━━ The records ━━

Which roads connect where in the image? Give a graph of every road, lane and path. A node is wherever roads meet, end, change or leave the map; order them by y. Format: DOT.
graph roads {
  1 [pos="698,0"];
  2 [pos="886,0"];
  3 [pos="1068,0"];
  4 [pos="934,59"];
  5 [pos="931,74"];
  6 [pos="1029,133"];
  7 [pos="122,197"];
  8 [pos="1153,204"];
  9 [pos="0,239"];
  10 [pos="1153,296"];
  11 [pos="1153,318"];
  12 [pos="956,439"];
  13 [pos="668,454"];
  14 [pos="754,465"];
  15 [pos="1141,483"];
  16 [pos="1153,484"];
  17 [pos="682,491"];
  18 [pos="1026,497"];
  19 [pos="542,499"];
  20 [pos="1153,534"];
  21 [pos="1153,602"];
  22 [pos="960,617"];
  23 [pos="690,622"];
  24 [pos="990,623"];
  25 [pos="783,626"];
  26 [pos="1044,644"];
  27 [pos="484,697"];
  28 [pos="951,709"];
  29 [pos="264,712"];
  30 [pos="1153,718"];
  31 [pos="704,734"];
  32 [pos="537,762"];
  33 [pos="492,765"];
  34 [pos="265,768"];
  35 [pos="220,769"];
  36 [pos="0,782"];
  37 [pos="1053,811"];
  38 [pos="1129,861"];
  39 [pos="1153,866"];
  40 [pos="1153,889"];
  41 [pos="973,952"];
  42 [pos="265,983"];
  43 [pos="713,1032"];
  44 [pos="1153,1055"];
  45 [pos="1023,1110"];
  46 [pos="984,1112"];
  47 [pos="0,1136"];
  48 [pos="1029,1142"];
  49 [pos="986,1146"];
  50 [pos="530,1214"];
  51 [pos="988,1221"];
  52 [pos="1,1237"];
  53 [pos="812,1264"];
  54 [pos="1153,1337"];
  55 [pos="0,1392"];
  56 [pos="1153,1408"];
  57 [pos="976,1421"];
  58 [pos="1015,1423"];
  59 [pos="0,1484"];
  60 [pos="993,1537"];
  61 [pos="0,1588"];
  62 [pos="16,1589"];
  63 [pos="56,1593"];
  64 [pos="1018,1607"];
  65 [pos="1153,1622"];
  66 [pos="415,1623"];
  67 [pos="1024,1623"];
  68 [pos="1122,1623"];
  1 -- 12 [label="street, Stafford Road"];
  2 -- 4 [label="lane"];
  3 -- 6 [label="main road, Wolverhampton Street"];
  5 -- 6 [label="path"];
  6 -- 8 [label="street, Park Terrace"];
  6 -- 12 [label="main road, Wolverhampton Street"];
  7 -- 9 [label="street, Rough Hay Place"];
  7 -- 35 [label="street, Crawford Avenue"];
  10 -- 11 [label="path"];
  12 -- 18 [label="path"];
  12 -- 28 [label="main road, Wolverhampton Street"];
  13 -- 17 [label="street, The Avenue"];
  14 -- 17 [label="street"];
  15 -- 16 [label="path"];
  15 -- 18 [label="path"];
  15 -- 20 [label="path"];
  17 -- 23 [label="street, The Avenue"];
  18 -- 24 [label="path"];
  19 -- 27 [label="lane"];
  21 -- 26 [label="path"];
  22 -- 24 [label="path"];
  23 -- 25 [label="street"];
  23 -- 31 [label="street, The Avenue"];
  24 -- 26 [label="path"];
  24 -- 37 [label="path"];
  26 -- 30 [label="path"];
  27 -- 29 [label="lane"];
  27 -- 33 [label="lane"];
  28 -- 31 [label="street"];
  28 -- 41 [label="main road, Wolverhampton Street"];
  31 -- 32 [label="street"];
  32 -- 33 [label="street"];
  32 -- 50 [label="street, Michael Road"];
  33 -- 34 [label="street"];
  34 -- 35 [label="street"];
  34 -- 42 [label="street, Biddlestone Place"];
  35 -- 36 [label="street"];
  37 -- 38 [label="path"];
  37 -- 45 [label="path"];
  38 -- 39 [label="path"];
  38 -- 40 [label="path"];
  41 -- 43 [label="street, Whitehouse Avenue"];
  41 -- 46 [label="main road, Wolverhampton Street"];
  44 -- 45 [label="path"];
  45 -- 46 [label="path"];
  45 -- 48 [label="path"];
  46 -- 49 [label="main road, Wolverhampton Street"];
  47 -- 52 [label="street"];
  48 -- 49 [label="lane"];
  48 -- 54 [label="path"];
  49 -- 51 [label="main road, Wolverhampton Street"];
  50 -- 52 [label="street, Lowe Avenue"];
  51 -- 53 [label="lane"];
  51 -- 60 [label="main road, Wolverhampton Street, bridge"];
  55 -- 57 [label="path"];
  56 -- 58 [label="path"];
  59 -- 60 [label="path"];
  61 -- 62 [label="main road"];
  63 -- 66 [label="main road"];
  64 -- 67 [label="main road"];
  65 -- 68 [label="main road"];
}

━━━

What you need to do | Every line with the string "Avenue" in the material should be returned.

Exercise solution |
  7 -- 35 [label="street, Crawford Avenue"];
  13 -- 17 [label="street, The Avenue"];
  17 -- 23 [label="street, The Avenue"];
  23 -- 31 [label="street, The Avenue"];
  41 -- 43 [label="street, Whitehouse Avenue"];
  50 -- 52 [label="street, Lowe Avenue"];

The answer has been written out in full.